Das Gericht verneinte eine Verantwortung der Anschlussinhaberin. Diese habe nicht nur vorgetragen sondern auch an Eides statt versichert, dass ihr die streitgegenständlichen Filmwerke nicht bekannt seien und dass neben ihrer volljährige Tochter auch Ihr Ehemann Zugriff auf die Internetleitung hätten.

Das OLG sah die übergangsweise Abwesenheit von Tochter und Ehemann als unschädlich für die erwähnte Erschütterung des Anscheinsbeweises an. Es käme einer Überspannung der Darlegungslast nach den genannten Kriterien gleich, wenn die Darlegung, wer Zugriff auf die fraglichen Computer habe, stundengenau erfolgen müsse. Es widerspreche jeder Lebenserfahrung, dass ein Anschlussinhaber einen alltäglichen Sachverhalt wie die Internetnutzung selbst nach wenigen Tagen noch präzise erinnere. Daher sei eine derartige vorsorgliche „lückenlose Buchführung“ nicht zu verlangen. Anders könne der Fall nur dann aussehen, wenn es zuvor schon zu einer Abmahnung wegen einer Urheberrechtsverletzung durch die Internetnutzung gekommen sei. Doch die Anschlussinhaberin habe an Eides statt versichert, dass die gegenständliche Abmahnung die erste gewesen sei.

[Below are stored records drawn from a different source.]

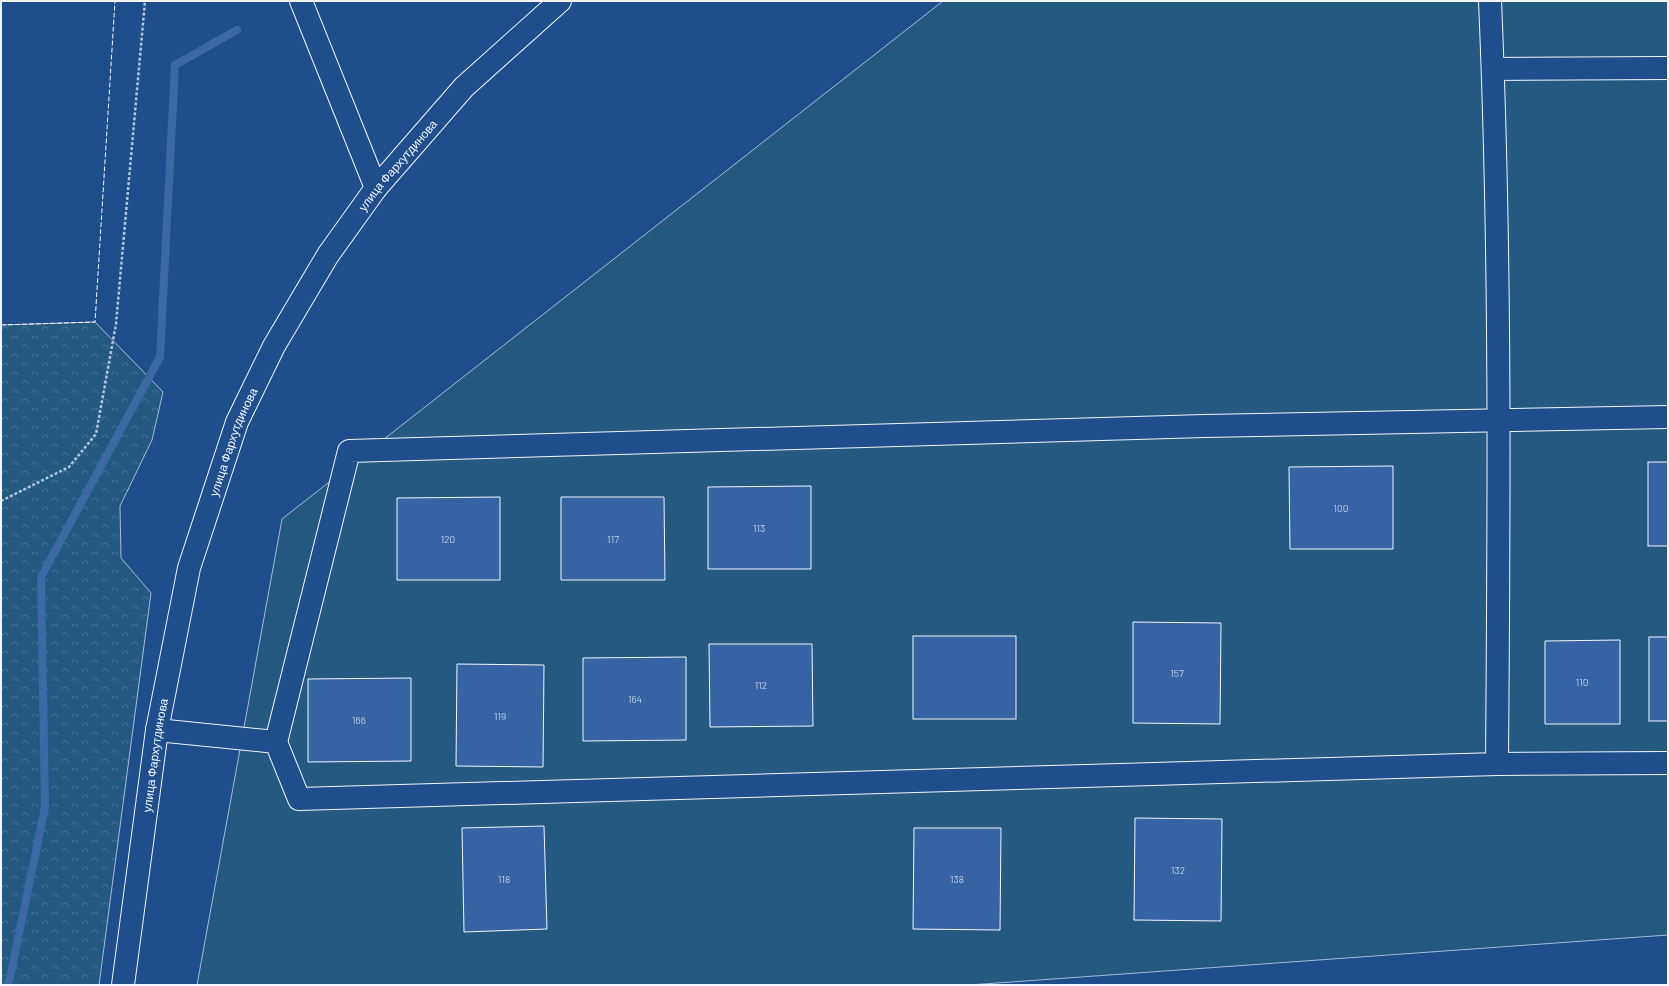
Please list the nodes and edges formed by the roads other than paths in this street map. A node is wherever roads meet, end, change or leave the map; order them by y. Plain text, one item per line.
1 (301, 1) edge
2 (560, 1) edge
3 (1490, 1) edge
4 (1668, 68) edge
5 (1493, 69) junction
6 (376, 188) junction
7 (1668, 417) edge
8 (1500, 420) junction
9 (157, 730) junction
10 (276, 742) junction
11 (1668, 763) edge
12 (1497, 764) junction
13 (123, 985) edge

1 - 6 street
2 - 6 street, улица Фархутдинова
3 - 5 street
4 - 5 street
5 - 8 street
6 - 9 street, улица Фархутдинова
7 - 8 street
8 - 10 street
8 - 12 street
9 - 10 street
9 - 13 street, улица Фархутдинова
10 - 12 street
11 - 12 street

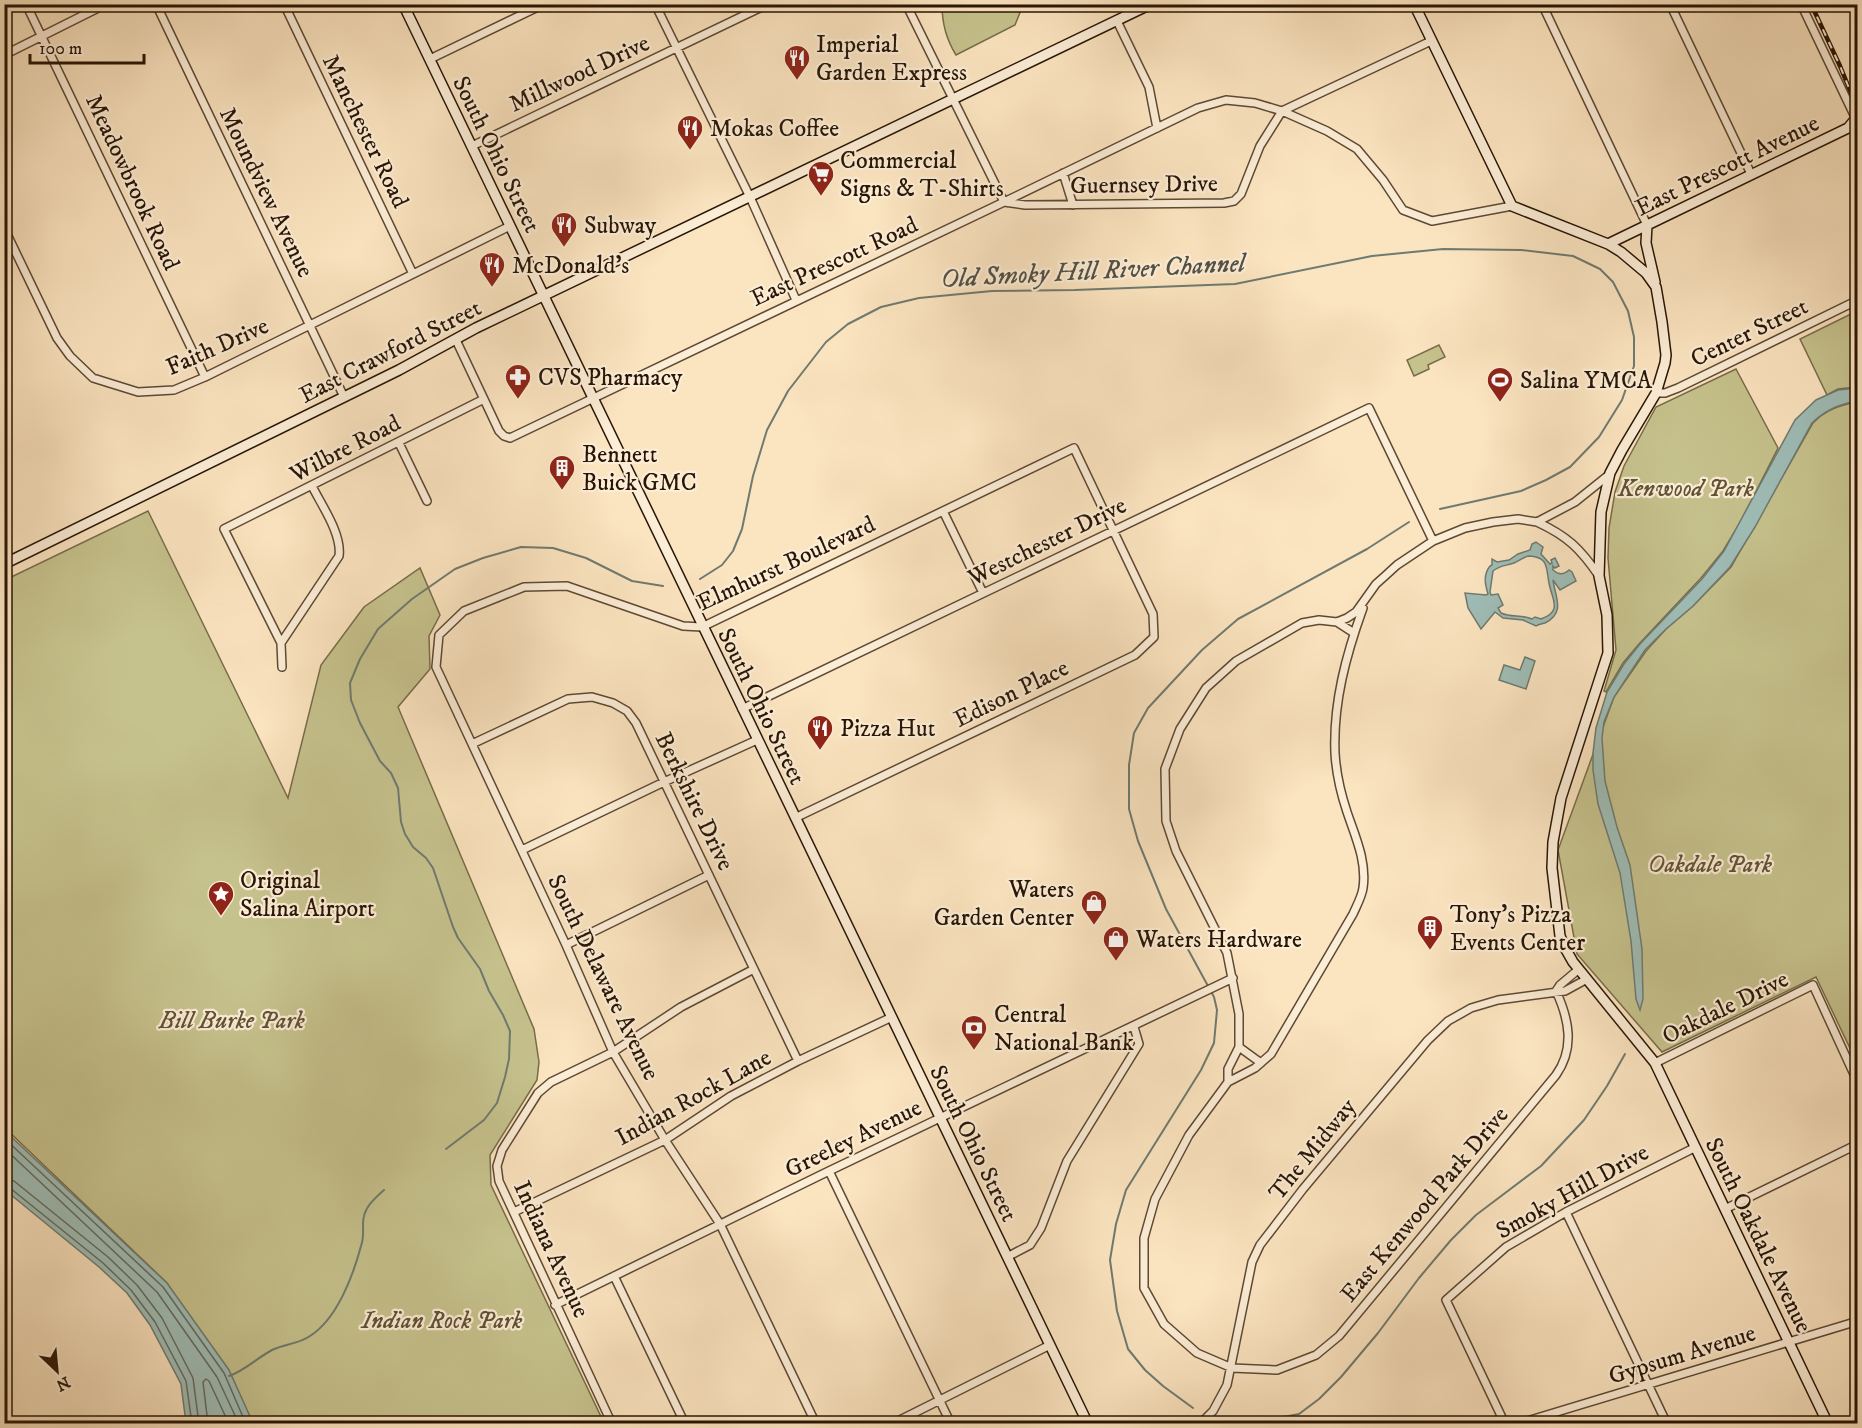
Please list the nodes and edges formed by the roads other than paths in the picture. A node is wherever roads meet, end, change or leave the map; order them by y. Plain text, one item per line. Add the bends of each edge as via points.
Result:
1 (26, 4) edge
2 (106, 4) edge
3 (156, 4) edge
4 (284, 4) edge
5 (403, 4) edge
6 (544, 4) edge
7 (655, 4) edge
8 (768, 4) edge
9 (906, 4) edge
10 (1151, 4) edge
11 (1414, 4) edge
12 (1542, 4) edge
13 (1670, 4) edge
14 (1802, 4) edge
15 (1117, 21) junction
16 (42, 36) junction
17 (1431, 41) junction
18 (676, 49) junction
19 (4, 55) edge
20 (430, 59) junction
21 (952, 100) junction
22 (1282, 111) junction
23 (1856, 116) edge
24 (1156, 128) junction
25 (472, 146) junction
26 (1063, 173) junction
27 (1751, 174) junction
28 (750, 197) junction
29 (1004, 202) junction
30 (1073, 205) junction
31 (1512, 206) junction
32 (1647, 225) junction
33 (510, 226) junction
34 (4, 228) edge
35 (1608, 244) junction
36 (413, 274) junction
37 (1656, 287) junction
38 (543, 296) junction
39 (796, 300) junction
40 (1857, 300) edge
41 (310, 325) junction
42 (456, 340) junction
43 (204, 377) junction
44 (1656, 393) junction
45 (344, 397) junction
46 (592, 397) junction
47 (484, 399) junction
48 (399, 443) junction
49 (1610, 473) junction
50 (312, 486) junction
51 (427, 501) dead end
52 (943, 511) junction
53 (1537, 522) junction
54 (1113, 531) junction
55 (1433, 541) junction
56 (4, 564) edge
57 (1599, 576) junction
58 (983, 593) junction
59 (1364, 603) junction
60 (1337, 622) junction
61 (702, 627) junction
62 (1354, 633) junction
63 (281, 643) junction
64 (282, 667) dead end
65 (436, 667) joint
66 (742, 709) junction
67 (757, 740) junction
68 (472, 744) junction
69 (664, 782) junction
70 (795, 818) junction
71 (522, 850) junction
72 (709, 875) junction
73 (566, 945) junction
74 (754, 969) junction
75 (1579, 969) junction
76 (1233, 978) junction
77 (1587, 979) junction
78 (1556, 991) junction
79 (892, 1017) junction
80 (1134, 1027) junction
81 (1239, 1047) junction
82 (613, 1052) junction
83 (798, 1061) junction
84 (1261, 1063) junction
85 (1655, 1063) junction
86 (1228, 1082) junction
87 (1857, 1083) edge
88 (940, 1118) junction
89 (665, 1140) junction
90 (1857, 1143) edge
91 (1694, 1148) junction
92 (829, 1171) junction
93 (1725, 1209) junction
94 (514, 1212) junction
95 (1566, 1212) junction
96 (720, 1224) junction
97 (1007, 1257) junction
98 (614, 1276) junction
99 (555, 1305) junction
100 (1857, 1321) edge
101 (1790, 1342) junction
102 (1050, 1345) junction
103 (1232, 1368) junction
104 (1648, 1385) junction
105 (940, 1400) junction
106 (612, 1424) edge
107 (685, 1424) edge
108 (816, 1424) edge
109 (892, 1424) edge
110 (951, 1424) edge
111 (1088, 1424) edge
112 (1200, 1424) edge
113 (1505, 1424) edge
114 (1517, 1424) edge
115 (1667, 1424) edge
116 (1828, 1424) edge

1 - 16 street, Meadowbrook Road
2 - 16 street
3 - 41 street, Moundview Avenue
4 - 36 street, Manchester Road
5 - 20 street, South Ohio Street
6 - 20 street
7 - 18 street
8 - 18 street, Millwood Drive
9 - 21 street
10 - 15 street, East Crawford Street
11 - 17 street
12 - 32 street
13 - 27 street
14 - 23 street
15 - 21 street, East Crawford Street
15 - 24 street via 1149,87
16 - 19 street
16 - 43 street, Meadowbrook Road
17 - 22 street
17 - 31 street
18 - 25 street, Millwood Drive
18 - 28 street
20 - 25 street, South Ohio Street
21 - 28 street, East Crawford Street
21 - 29 street
22 - 24 street, East Prescott Road via 1226,100
22 - 30 street, Guernsey Drive via 1260,146 1245,188 1234,201
22 - 31 street, East Prescott Road via 1327,131 1357,150 1403,210 1432,221
23 - 27 street, East Prescott Avenue via 1848,128
24 - 26 street, East Prescott Road
25 - 33 street, South Ohio Street
26 - 29 street, East Prescott Road
26 - 30 street
27 - 32 street, East Prescott Avenue
28 - 38 street, East Crawford Street
28 - 39 street
29 - 30 street, Guernsey Drive
29 - 39 street, East Prescott Road
31 - 35 street
32 - 35 street, East Prescott Avenue
32 - 37 street, South Oakdale Avenue via 1646,243
33 - 36 street, Faith Drive
33 - 38 street, South Ohio Street
34 - 43 street, Faith Drive via 57,338 93,378 138,392 174,390
35 - 37 street via 1646,273
36 - 41 street, Faith Drive
37 - 44 street, South Oakdale Avenue via 1666,355
38 - 42 street, East Crawford Street
38 - 46 street, South Ohio Street
39 - 46 street, East Prescott Road
40 - 44 street, Center Street via 1678,388
41 - 43 street, Faith Drive
41 - 45 street, Moundview Avenue
42 - 45 street, East Crawford Street
42 - 47 street
44 - 49 street, South Oakdale Avenue
45 - 56 street, East Crawford Street
46 - 47 street, East Prescott Road via 510,438 499,431
46 - 61 street, South Ohio Street
47 - 48 street, Wilbre Road
48 - 50 street, Wilbre Road
48 - 51 street
49 - 53 street via 1575,502
49 - 57 street, South Oakdale Avenue via 1601,512
50 - 63 street via 337,536 339,556
50 - 63 street, Wilbre Road via 224,529
52 - 54 street, Elmhurst Boulevard via 1074,448
52 - 58 street
52 - 61 street, Elmhurst Boulevard
53 - 55 street via 1493,522
53 - 57 street via 1575,545
54 - 55 street, Westchester Drive via 1369,408
54 - 58 street, Westchester Drive
54 - 70 street, Edison Place via 1153,614 1154,637 1135,655
55 - 59 street via 1384,576
57 - 75 street, South Oakdale Avenue via 1607,615 1608,653 1561,798 1553,842 1560,936
58 - 66 street, Westchester Drive
59 - 60 street
59 - 62 street
60 - 62 street
60 - 76 street via 1302,624 1236,662 1206,688 1180,729 1165,768 1166,821 1176,850 1227,953
61 - 65 street, Elmhurst Boulevard via 683,626 567,586 524,587 464,611 439,635
61 - 66 street, South Ohio Street
62 - 84 street via 1338,698 1335,754 1361,855 1363,890 1353,914 1271,1054
63 - 64 street
65 - 68 street, South Delaware Avenue
66 - 67 street, South Ohio Street
67 - 69 street
67 - 70 street, South Ohio Street
68 - 69 street, Berkshire Drive via 568,699 592,697 627,711
68 - 71 street, South Delaware Avenue
69 - 71 street
69 - 72 street, Berkshire Drive
70 - 79 street, South Ohio Street
71 - 73 street, South Delaware Avenue
72 - 73 street
72 - 74 street, Berkshire Drive
73 - 82 street, South Delaware Avenue
74 - 82 street via 681,1007
74 - 83 street, Berkshire Drive
75 - 77 street, South Oakdale Avenue
75 - 78 street
76 - 80 street, Greeley Avenue
76 - 81 street
77 - 78 street, The Midway via 1565,991
77 - 85 street, South Oakdale Avenue
78 - 103 street, The Midway via 1471,1008 1448,1021 1428,1040 1260,1245 1252,1262
78 - 103 street, East Kenwood Park Drive via 1568,1035 1564,1064 1340,1336 1316,1355 1277,1370
79 - 83 street, Indian Rock Lane
79 - 88 street, South Ohio Street
80 - 88 street, Greeley Avenue
80 - 97 street via 1139,1044 1067,1161 1041,1228 1029,1245
81 - 84 street
81 - 86 street via 1228,1069
82 - 89 street, South Delaware Avenue
82 - 94 street, Indiana Avenue via 551,1082 538,1093 502,1150 499,1181
83 - 89 street, Indian Rock Lane via 731,1096
84 - 86 street
85 - 87 street, Oakdale Drive via 1812,985
85 - 91 street, South Oakdale Avenue
86 - 103 street via 1189,1135 1155,1198 1144,1238 1144,1288 1164,1324 1197,1353
88 - 92 street, Greeley Avenue
88 - 97 street, South Ohio Street
89 - 94 street, Indian Rock Lane
89 - 96 street, South Delaware Avenue
90 - 93 street
91 - 93 street, South Oakdale Avenue
91 - 95 street, Smoky Hill Drive
92 - 96 street, Greeley Avenue
92 - 105 street
93 - 101 street, South Oakdale Avenue
94 - 99 street, Indiana Avenue
95 - 104 street
95 - 113 street, Smoky Hill Drive via 1506,1247 1446,1300
96 - 98 street, Greeley Avenue
96 - 108 street, South Delaware Avenue
97 - 102 street, South Ohio Street
98 - 99 street, Greeley Avenue
98 - 107 street
99 - 106 street, Indiana Avenue
100 - 101 street, Gypsum Avenue
101 - 104 street, Gypsum Avenue
101 - 116 street, South Oakdale Avenue
102 - 105 street
102 - 111 street, South Ohio Street
103 - 112 street, The Midway via 1214,1411
104 - 114 street, Gypsum Avenue
104 - 115 street
105 - 109 street
105 - 110 street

Das Gericht hob noch einmal deutlich hervor, dass es sich bei der sekundären Darlegungslast des Anschlussinhabers gerade nicht um eine Beweislastumkehr handle.

Das OLG Hamburg verneinte auch eine Störerhaftung, denn ebenfalls nach den Grundsätzen der Entscheidung BearShare (s.o.) bestünden keine anlasslosen prüf- und kontrollpflichten und bei volljährigen Familienmitgliedern auch keine Aufklärungspflicht über die Nutzung von Tauschbörsen ohne konkrete Anhaltspunkte.